Density functional theory calculations have been performed to provide the unified mechanism of Cu(II)-catalyzed and amide-oxazoline (Oxa)-directed C(sp2)–H functionalization reactions. The common steps of the studied seven reactions (such as C–H bond vinylation, phenylation, trifluoromethylation, amination, alkynylation, and hydroxylation) are complexation, N–H and C–H bond deprotonation, and Cu(II)/Cu(II) → Cu(I)/Cu(III) disproportionation, leading to the Cu(III) intermediate. The mechanism of the studied C–H functionalization reactions, initiated from the Cu(III) intermediate, depends on the nature of coupling partners.
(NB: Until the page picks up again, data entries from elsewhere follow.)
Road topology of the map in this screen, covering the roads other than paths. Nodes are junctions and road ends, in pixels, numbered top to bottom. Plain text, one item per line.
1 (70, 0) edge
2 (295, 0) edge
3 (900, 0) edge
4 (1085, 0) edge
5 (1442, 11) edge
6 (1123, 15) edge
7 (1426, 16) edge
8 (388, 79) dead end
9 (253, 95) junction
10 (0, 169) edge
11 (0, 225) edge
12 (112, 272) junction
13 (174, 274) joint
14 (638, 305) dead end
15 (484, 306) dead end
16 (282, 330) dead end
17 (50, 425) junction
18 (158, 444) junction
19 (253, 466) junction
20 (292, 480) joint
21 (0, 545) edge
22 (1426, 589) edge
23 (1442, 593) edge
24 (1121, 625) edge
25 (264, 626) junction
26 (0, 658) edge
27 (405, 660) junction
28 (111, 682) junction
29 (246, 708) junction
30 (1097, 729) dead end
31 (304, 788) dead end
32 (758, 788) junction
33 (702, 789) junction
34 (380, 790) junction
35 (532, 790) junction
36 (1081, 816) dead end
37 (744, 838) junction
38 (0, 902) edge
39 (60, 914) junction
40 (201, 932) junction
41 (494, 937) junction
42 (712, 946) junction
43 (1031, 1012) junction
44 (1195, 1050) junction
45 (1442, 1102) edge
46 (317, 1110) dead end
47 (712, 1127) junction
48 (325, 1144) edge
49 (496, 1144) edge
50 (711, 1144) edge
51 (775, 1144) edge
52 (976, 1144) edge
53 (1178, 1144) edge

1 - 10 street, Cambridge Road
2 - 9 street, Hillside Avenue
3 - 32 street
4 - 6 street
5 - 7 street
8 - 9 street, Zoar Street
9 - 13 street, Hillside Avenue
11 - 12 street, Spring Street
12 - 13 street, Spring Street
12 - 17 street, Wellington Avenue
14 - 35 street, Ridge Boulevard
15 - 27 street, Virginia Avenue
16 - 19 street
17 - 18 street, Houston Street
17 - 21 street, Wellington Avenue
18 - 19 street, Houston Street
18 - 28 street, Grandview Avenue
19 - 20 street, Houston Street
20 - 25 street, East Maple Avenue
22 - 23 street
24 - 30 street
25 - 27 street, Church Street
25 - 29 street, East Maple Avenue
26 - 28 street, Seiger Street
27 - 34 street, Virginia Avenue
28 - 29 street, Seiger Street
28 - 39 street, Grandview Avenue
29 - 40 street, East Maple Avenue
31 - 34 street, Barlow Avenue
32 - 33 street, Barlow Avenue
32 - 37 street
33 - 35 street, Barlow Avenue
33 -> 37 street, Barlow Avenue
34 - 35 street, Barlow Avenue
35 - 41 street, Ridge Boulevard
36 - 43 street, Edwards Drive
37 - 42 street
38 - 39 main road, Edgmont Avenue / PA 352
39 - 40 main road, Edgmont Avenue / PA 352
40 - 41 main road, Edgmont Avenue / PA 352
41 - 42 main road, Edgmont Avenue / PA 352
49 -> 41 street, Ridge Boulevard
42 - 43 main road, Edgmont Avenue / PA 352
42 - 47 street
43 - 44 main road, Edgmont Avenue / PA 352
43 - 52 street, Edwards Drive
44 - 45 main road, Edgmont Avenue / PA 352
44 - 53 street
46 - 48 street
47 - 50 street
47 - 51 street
With vinyl- or phenyl-Bpin, which bear no acidic proton (called as a Type-I reaction), the coupling partners are the in situ generated (by addition of anions) anionic borates, which coordinate to the Cu(III) intermediate and undergo concerted transmetalation and reductive elimination to form a new C–C bond. In contrast, with imidazole, aromatic amines, terminal alkyne, and water (called as a Type-II reaction), which bear an acidic proton, the real coupling partners are their in situ generated deprotonated derivatives, which coordinate to copper and lead to a final product with the C–Y bond (Y = C, N, and O) via the reductive elimination pathway. The C(sp2)–H bond trifluoromethylation with TMSCF3 is identified as a special case, positioned between the Type-I and Type-II reaction types. The real coupling partner of this reaction is the in situ generated (via the CF3–-to-OH– ligand exchange) CF3– anion that binds to the Cu(III) intermediate and undergoes the C–CF3 reductive elimination. Our calculations, consistent with the experimental KIE study, have established C–H bond activation as a rate-limiting step for all reactions.